Featured image: Rep. Carlos Curbelo, R-Fla., represents a district where 70 percent of his constituents are Hispanic and nearly half are foreign born.

House Republicans huddled for hours Thursday morning in another attempt to find party unity on an issue that divides the GOP like no other: immigration.

In recent weeks, uprisings from the party's conservative and moderate wings forced Republican leaders led by lame duck House Speaker Paul Ryan to agree to turn the floor over to an immigration debate the third week of June, but what the House will vote on remains a mystery.

The party is divided over two very different approaches on immigration. Conservatives have been agitating for months for a vote on hard-line immigration legislation authored by House Judiciary Chairman Bob Goodlatte, R-Va. GOP leaders never brought the bill up for a vote because they say it doesn't have the support to pass the House.

At the same time, frustrated moderate Republicans — many of whom represent the battleground districts that will determine control of the House this November — began working with Democrats last month on a discharge petition to force a vote on the floor.
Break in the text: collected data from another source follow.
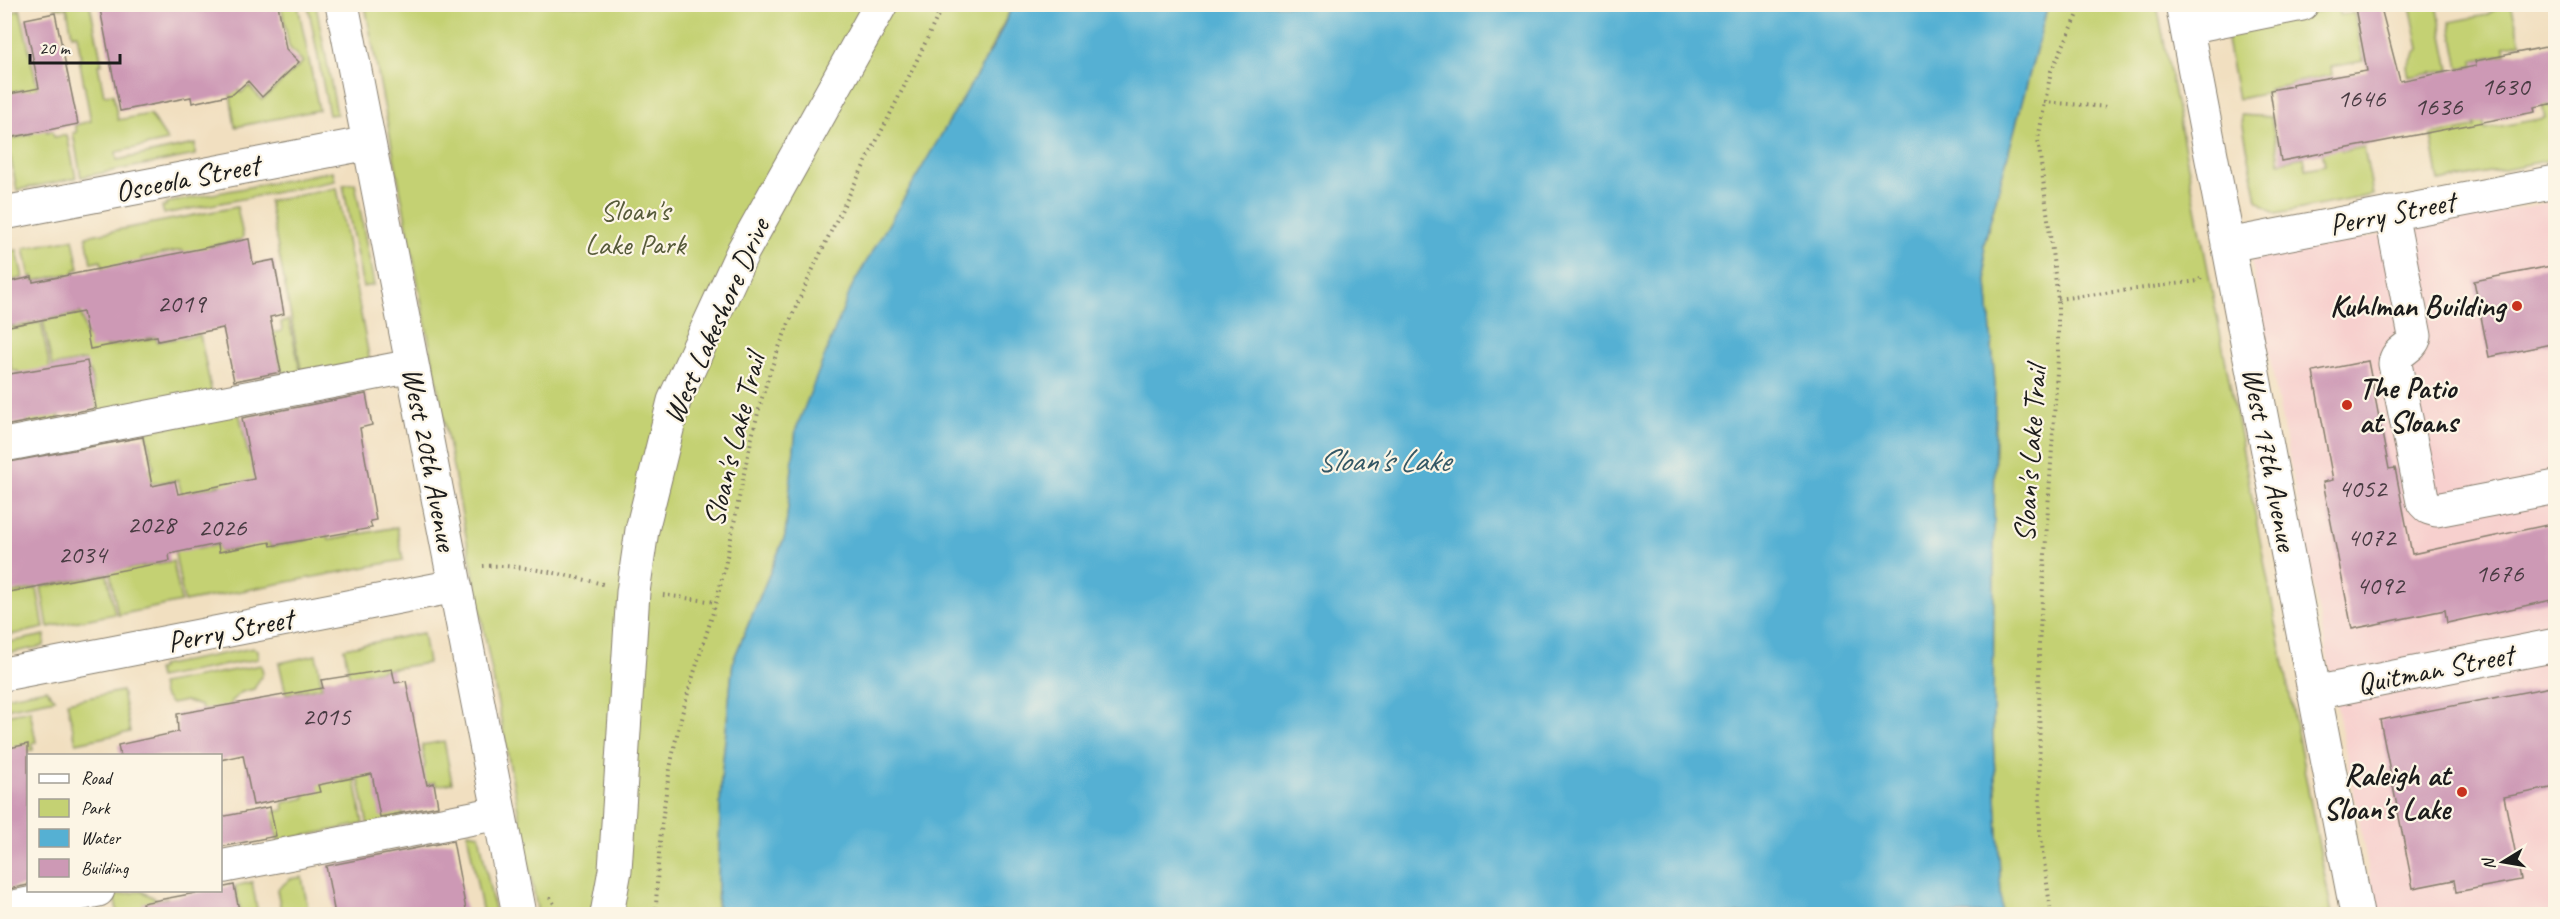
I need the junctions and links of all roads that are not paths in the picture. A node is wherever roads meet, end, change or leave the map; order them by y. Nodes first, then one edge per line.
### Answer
1 (342, 4) edge
2 (880, 4) edge
3 (2302, 4) edge
4 (2184, 16) edge
5 (369, 142) junction
6 (2556, 182) edge
7 (4, 213) edge
8 (2391, 213) junction
9 (2228, 245) junction
10 (412, 366) junction
11 (4, 445) edge
12 (2556, 487) edge
13 (455, 586) junction
14 (2556, 645) edge
15 (4, 674) edge
16 (2314, 693) junction
17 (499, 813) junction
18 (222, 867) edge
19 (93, 892) edge
20 (4, 909) edge
21 (519, 915) edge
22 (607, 915) edge
23 (2357, 915) edge

1 - 5 street, West 20th Avenue
2 - 22 street, West Lakeshore Drive
3 - 4 street
4 - 9 street, West 17th Avenue
5 - 7 street, Osceola Street
5 - 10 street, West 20th Avenue
6 - 8 street, Perry Street
8 - 9 street, Perry Street
8 - 12 street
9 - 16 street, West 17th Avenue
10 - 11 street
10 - 13 street, West 20th Avenue
13 - 15 street, Perry Street
13 - 17 street, West 20th Avenue
14 - 16 street, Quitman Street
16 - 23 street, West 17th Avenue
17 - 18 street
17 - 21 street, West 20th Avenue
19 - 20 street

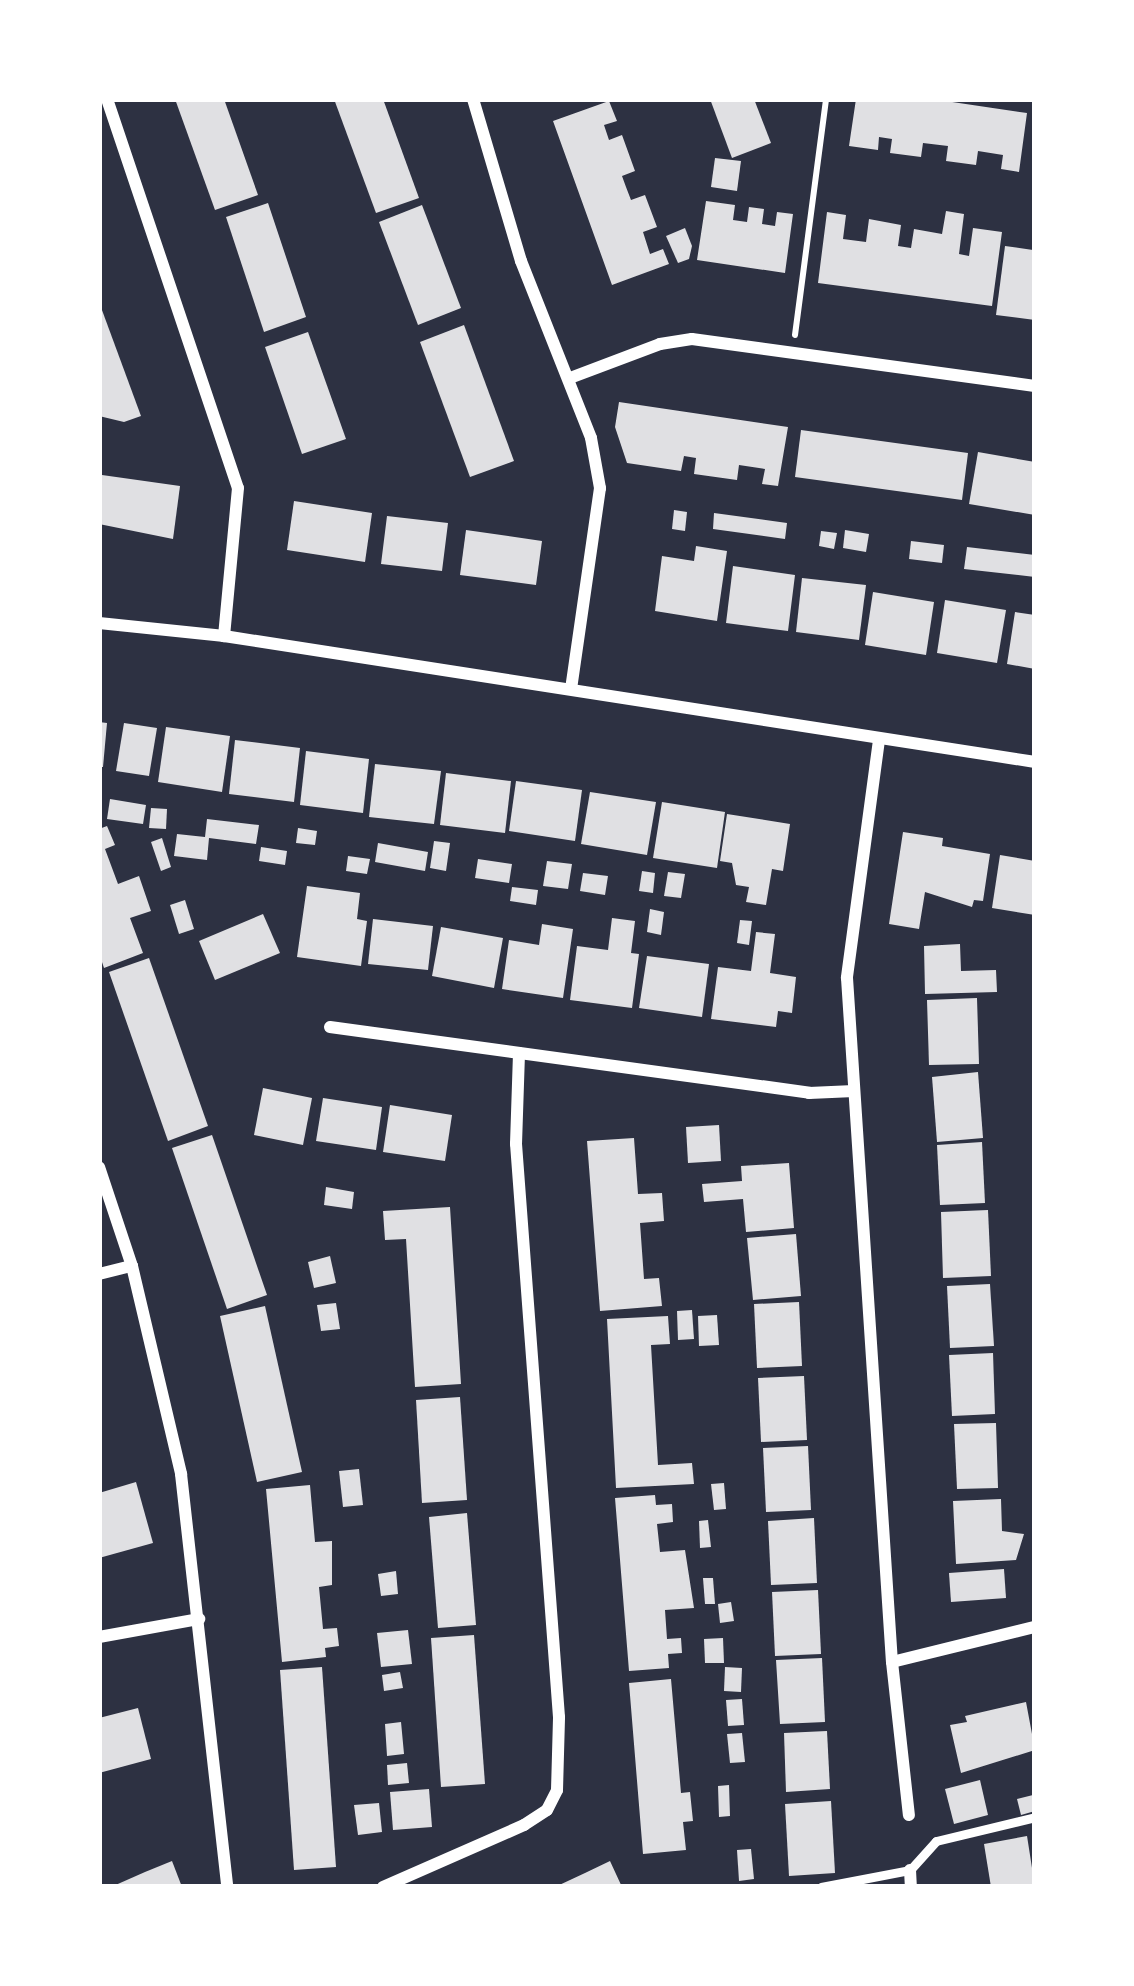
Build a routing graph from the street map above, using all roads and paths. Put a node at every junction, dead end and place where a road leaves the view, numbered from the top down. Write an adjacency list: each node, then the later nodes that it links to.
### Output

A discharge petition is a legislative act of rebellion that can overrule party leaders by forcing House votes on a bill if 218 lawmakers sign the petition. The measure is rarely successful because it requires at least some members of the majority party to rebel against their own leaders.

GOP leaders strongly oppose the discharge petition, but signatures keep getting added to it. As of Thursday morning, supporters were just three votes shy of the 218 they need. If today's meeting failed to produce any agreement or progress in ongoing talks, it is likely the petition reaches the 218 threshold this week.

Last month, conservatives voted down a farm bill they support on the floor as a leverage play on immigration to counter the moderates' discharge petition strategy. The farm bill now can't pass until the immigration debate is resolved.

Adding to the internal drama is the pressure on party leaders to negotiate a way out of this dispute that doesn't prompt a further rebellion in the ranks. Ryan, who is not running for reelection, has been dogged by speculation since his announcement that he might need to resign early. Ryan wants to remain speaker through the remainder of this Congress. His top two deputies, Majority Leader Kevin McCarthy, R-Calif., and Majority Whip Steve Scalise, R-La., are angling for leadership promotions in the next Congress. How the trio navigates this immigration debate is being closely watched for what it could mean for their own political futures.